THE PROBLEM | Repeat only the lines below from the one containing "index pip: (309, 196)" through the one containing "pinky tip: (303, 281)", inclusive, exactly as written.

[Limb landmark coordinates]
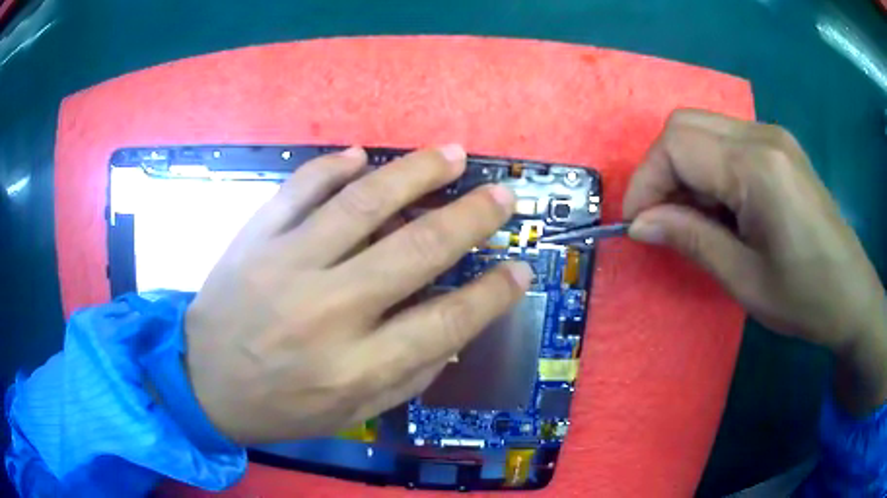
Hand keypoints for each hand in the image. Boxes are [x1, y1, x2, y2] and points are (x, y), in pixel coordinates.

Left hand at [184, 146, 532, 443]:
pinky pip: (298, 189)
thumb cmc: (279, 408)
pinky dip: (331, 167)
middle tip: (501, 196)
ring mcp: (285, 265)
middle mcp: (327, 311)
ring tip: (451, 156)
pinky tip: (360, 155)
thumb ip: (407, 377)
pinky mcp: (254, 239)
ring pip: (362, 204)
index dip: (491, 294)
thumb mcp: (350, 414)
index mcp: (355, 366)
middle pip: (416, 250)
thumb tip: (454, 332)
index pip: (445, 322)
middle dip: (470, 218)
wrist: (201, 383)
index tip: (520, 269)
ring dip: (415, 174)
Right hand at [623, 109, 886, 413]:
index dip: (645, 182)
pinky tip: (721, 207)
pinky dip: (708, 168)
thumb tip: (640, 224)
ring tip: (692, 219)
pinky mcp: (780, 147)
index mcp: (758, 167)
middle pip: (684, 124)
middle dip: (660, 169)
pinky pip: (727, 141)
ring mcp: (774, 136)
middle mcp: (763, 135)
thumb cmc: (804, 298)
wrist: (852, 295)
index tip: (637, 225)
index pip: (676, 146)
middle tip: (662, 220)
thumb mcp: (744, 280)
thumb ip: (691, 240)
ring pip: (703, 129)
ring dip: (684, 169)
--
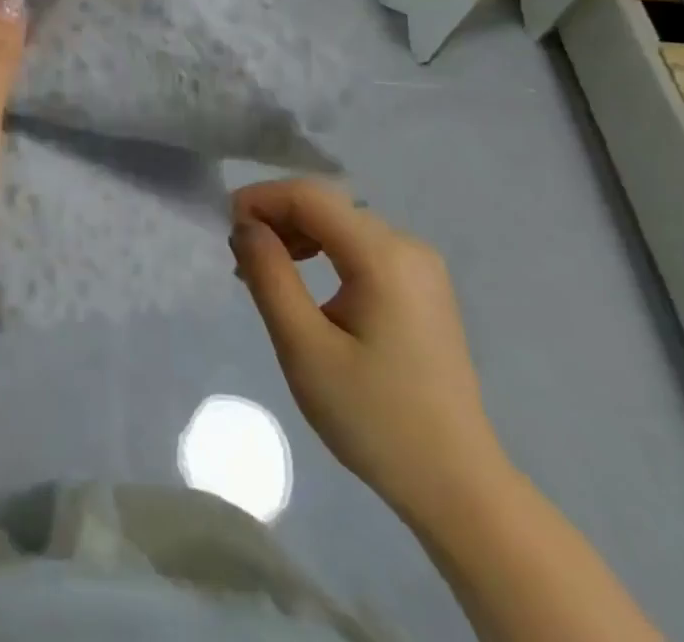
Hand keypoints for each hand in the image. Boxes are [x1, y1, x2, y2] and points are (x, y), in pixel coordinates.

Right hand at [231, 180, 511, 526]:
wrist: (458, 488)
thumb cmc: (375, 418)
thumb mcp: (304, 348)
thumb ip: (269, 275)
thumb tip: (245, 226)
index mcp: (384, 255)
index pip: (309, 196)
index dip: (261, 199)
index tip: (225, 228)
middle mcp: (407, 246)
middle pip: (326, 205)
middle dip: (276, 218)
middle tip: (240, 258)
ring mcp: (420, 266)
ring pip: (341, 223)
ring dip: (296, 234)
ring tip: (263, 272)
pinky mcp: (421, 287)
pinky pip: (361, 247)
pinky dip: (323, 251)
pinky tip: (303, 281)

ANSWER SPACE |
index pip: (309, 196)
index dip: (261, 199)
index tip: (225, 228)
middle mcp: (407, 246)
middle pip: (326, 205)
middle dip: (276, 218)
middle tip: (240, 258)
ring mcp: (420, 266)
ring pip: (341, 223)
ring dip: (296, 234)
ring tip: (263, 272)
pinky mcp: (421, 287)
pinky pip: (361, 247)
pinky dip: (323, 251)
pinky tip: (303, 281)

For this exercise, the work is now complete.